We’ve also measured Unadjusted Pay Gap this year, a brand new metric, as we address the gender gap. Our initial findings show that employees identifying as male earn 17% more than women, regardless of role or seniority – this is slightly better than the industry’s 23% average (source: Ravio) and has still obviously room to grow. We are recommending that all our companies start measuring their unadjusted gender pay gap in 2023 as we believe it’s a very actionable number. We will be working closely with our portfolio company Ravio to support the portfolio on how to measure and address this gap going forward. 

It’s also worth highlighting the EU regulatory framework stepping up on these matters: under the Transparency Directive, companies with more than 250 employees will be required to share information about how much they pay women and men for work of equal value, and take action if their gender pay gap exceeds 5%.

Carbon footprint and moving beyond offsetting

Northzone has been a member of Leaders for Climate Action (LFCA) and has been offsetting our business travel since 2019. In 2022, we undertook a full carbon footprint for the portfolio and set an internal carbon fee. Instead of going for traditional carbon credits, we’ve decided to donate this fee to the Milkywire Climate Transformation Fund together with our friends at Spotify, Klarna, PANGAIA and many others. The fund’s goal is to achieve maximum long-term CO2 reduction. 

Even though most of our portfolio companies are pure software-based businesses, we believe that all should strive to be part of the climate solution as early as possible by understanding their carbon footprint. 35% of our companies calculate their carbon footprint, which we will extend to the entire portfolio over time. We will also focus our efforts on reduction pathways, as we believe it has an immediate impact on reducing their footprint.

We believe this move maximizes our impact beyond the “neutrality” concept. Further, we believe that collaboration and innovation are key to solving the climate crisis and this setting allows us to support and track the results of catalytic research in new reduction and removal techniques.

Charting the path forward

This 2022 survey brought many actionable insights to us as investors and we hope that it can also benefit the industry at large.
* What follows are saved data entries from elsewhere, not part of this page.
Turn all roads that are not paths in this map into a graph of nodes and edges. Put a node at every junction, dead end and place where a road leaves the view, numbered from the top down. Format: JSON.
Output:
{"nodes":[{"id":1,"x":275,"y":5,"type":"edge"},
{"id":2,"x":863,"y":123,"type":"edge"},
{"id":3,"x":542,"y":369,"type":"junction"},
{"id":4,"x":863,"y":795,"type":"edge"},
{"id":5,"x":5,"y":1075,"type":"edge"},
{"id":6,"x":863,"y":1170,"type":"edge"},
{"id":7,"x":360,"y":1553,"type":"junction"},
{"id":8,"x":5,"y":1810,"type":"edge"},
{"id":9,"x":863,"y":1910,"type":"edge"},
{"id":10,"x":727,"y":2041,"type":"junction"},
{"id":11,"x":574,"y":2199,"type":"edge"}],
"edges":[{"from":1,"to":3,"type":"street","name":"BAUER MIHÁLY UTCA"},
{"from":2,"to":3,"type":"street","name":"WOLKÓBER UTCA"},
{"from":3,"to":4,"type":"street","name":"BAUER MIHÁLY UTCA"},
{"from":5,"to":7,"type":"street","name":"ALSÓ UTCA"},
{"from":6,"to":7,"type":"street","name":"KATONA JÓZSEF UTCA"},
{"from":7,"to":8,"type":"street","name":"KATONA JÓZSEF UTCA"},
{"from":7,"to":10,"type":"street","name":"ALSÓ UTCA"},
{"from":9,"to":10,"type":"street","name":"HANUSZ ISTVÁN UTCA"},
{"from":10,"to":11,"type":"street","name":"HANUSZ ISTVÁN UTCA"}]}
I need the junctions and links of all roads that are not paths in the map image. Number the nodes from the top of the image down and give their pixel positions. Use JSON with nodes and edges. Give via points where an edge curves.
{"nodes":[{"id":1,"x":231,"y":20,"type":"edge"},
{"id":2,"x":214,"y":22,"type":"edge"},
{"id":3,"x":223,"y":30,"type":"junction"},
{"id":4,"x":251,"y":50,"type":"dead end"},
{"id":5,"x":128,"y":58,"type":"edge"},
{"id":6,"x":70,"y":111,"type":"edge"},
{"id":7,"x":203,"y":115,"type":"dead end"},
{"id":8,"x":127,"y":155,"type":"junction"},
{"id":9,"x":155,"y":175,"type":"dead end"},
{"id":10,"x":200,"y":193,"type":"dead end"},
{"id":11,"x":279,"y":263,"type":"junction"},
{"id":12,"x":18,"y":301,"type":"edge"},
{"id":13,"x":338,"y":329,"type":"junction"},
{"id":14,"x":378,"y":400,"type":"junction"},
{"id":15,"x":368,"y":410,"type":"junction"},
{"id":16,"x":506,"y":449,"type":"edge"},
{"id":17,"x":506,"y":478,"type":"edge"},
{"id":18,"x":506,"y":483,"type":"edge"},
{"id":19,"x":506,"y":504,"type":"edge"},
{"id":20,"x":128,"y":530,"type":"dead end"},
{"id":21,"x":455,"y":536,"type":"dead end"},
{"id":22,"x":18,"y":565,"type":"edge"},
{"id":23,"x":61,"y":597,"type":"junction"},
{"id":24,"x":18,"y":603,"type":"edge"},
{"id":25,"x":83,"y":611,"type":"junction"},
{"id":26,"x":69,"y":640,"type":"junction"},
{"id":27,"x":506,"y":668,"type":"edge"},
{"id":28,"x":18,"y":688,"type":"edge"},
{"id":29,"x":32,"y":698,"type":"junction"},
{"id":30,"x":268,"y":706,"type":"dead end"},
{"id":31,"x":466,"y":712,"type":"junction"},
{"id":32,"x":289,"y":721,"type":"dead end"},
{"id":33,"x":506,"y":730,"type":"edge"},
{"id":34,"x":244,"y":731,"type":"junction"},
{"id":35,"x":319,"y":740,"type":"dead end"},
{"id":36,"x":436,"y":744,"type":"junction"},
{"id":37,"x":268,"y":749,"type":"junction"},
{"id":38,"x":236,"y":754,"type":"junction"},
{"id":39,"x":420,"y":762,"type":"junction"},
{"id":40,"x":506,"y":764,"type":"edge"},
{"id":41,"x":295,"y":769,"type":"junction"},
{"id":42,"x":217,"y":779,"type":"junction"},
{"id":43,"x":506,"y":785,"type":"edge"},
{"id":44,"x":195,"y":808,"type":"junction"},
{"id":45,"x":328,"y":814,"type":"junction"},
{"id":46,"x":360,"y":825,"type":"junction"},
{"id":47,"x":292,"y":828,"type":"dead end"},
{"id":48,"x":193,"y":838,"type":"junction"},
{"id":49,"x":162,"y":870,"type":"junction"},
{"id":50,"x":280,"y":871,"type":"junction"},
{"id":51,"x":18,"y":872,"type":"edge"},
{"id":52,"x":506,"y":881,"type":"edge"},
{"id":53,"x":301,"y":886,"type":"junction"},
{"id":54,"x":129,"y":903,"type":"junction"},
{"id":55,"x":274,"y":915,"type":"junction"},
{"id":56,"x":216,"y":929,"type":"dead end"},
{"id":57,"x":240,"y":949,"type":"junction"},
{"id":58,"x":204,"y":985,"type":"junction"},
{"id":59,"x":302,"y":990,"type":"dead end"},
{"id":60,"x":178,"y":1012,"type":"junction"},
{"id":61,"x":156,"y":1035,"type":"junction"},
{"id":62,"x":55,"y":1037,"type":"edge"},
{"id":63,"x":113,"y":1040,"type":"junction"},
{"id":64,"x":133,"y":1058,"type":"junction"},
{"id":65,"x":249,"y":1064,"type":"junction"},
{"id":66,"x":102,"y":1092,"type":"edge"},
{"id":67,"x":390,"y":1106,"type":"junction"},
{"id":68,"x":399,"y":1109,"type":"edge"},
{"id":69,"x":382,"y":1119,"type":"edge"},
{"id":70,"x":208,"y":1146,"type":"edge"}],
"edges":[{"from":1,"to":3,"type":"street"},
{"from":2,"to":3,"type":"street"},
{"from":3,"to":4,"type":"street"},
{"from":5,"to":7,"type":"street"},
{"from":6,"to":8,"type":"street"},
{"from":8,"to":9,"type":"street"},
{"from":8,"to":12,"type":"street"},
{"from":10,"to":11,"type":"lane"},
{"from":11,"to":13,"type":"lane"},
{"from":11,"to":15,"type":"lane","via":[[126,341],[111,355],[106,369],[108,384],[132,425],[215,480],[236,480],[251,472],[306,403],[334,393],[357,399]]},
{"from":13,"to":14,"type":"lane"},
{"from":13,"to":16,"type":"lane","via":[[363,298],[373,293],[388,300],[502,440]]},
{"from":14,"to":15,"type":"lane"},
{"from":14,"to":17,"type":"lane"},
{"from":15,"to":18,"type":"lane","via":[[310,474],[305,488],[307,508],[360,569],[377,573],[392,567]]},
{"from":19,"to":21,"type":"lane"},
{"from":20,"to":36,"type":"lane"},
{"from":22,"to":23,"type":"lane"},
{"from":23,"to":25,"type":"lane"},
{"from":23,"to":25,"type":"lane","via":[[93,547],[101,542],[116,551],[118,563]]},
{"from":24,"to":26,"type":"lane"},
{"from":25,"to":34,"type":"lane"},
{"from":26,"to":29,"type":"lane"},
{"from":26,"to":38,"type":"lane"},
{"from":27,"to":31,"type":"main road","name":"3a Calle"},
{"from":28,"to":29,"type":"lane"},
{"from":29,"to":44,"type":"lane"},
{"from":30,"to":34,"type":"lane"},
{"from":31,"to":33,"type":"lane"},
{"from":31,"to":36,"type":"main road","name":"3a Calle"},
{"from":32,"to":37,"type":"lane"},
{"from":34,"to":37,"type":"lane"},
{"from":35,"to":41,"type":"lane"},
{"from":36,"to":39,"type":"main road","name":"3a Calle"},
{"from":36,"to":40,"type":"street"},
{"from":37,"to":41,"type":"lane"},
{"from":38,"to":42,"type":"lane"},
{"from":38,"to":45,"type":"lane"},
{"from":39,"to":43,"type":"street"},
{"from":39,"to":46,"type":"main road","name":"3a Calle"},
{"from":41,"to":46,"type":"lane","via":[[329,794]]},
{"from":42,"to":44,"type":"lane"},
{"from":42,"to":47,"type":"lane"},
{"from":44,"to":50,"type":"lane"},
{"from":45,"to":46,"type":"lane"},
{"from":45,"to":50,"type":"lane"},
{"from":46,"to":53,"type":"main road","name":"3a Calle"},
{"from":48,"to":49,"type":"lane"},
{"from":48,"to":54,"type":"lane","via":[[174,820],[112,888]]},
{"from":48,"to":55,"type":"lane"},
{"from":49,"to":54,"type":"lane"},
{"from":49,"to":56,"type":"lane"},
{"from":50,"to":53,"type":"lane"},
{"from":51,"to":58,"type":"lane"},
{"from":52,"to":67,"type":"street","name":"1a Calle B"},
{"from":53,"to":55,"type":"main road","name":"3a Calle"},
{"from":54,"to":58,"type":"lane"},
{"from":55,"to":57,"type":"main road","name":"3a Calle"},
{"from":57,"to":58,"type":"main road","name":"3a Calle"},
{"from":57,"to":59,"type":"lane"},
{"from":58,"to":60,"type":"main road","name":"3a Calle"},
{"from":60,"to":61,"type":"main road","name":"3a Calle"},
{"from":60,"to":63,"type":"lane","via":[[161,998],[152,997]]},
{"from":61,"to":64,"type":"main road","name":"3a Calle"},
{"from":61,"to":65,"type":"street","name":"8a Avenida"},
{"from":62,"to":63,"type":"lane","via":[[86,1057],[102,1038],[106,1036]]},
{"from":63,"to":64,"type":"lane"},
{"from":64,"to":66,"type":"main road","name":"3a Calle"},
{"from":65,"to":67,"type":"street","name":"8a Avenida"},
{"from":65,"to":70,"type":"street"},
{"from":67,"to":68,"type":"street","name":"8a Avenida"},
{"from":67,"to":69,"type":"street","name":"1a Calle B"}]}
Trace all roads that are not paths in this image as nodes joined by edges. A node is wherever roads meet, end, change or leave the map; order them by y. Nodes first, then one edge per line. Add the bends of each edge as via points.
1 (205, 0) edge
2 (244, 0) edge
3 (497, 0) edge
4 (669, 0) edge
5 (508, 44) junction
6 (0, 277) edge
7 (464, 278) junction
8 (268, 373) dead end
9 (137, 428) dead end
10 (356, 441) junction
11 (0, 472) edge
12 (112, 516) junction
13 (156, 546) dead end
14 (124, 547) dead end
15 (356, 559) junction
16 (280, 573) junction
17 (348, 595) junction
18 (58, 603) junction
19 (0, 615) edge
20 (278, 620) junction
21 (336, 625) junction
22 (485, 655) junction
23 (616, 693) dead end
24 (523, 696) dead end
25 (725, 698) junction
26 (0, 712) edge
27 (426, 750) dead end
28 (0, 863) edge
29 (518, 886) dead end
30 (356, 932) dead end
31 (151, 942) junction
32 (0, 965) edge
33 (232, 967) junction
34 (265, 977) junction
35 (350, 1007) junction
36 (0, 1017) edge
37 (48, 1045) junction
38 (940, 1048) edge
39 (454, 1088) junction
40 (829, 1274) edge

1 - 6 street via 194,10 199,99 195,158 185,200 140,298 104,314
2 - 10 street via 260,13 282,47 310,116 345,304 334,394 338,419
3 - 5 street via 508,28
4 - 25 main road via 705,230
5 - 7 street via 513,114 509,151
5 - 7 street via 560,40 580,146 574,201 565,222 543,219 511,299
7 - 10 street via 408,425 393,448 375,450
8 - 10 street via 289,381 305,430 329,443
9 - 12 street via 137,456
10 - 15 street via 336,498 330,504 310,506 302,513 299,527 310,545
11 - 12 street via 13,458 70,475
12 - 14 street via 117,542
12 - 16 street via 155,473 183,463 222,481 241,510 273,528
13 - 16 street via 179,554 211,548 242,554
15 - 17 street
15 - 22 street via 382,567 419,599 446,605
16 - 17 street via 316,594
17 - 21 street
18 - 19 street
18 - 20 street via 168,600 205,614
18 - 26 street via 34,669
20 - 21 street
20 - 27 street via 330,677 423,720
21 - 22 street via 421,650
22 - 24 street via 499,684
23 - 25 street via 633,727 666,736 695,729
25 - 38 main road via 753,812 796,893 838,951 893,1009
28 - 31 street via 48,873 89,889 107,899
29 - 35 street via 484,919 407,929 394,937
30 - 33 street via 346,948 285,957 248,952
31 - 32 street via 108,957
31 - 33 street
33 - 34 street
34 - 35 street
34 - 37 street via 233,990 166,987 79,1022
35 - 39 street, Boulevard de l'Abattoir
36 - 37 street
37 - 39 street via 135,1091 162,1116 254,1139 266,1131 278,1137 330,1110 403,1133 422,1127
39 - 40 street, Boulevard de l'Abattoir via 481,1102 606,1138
In response to these findings, we’ve launched dedicated internal work streams to guide portfolio companies seeking to excel in key areas over the coming years, including ESG responsibilities, carbon footprint analysis, diverse hiring, gender pay gap analysis, data privacy as well as other areas of tailored on-demand support. 

Our aim is to continually refine our approach, leveraging our learnings to become more founder-centric and action-oriented in the coming years. Always making sure that we measure and follow up on what matters to our portfolio. Thanks for reading!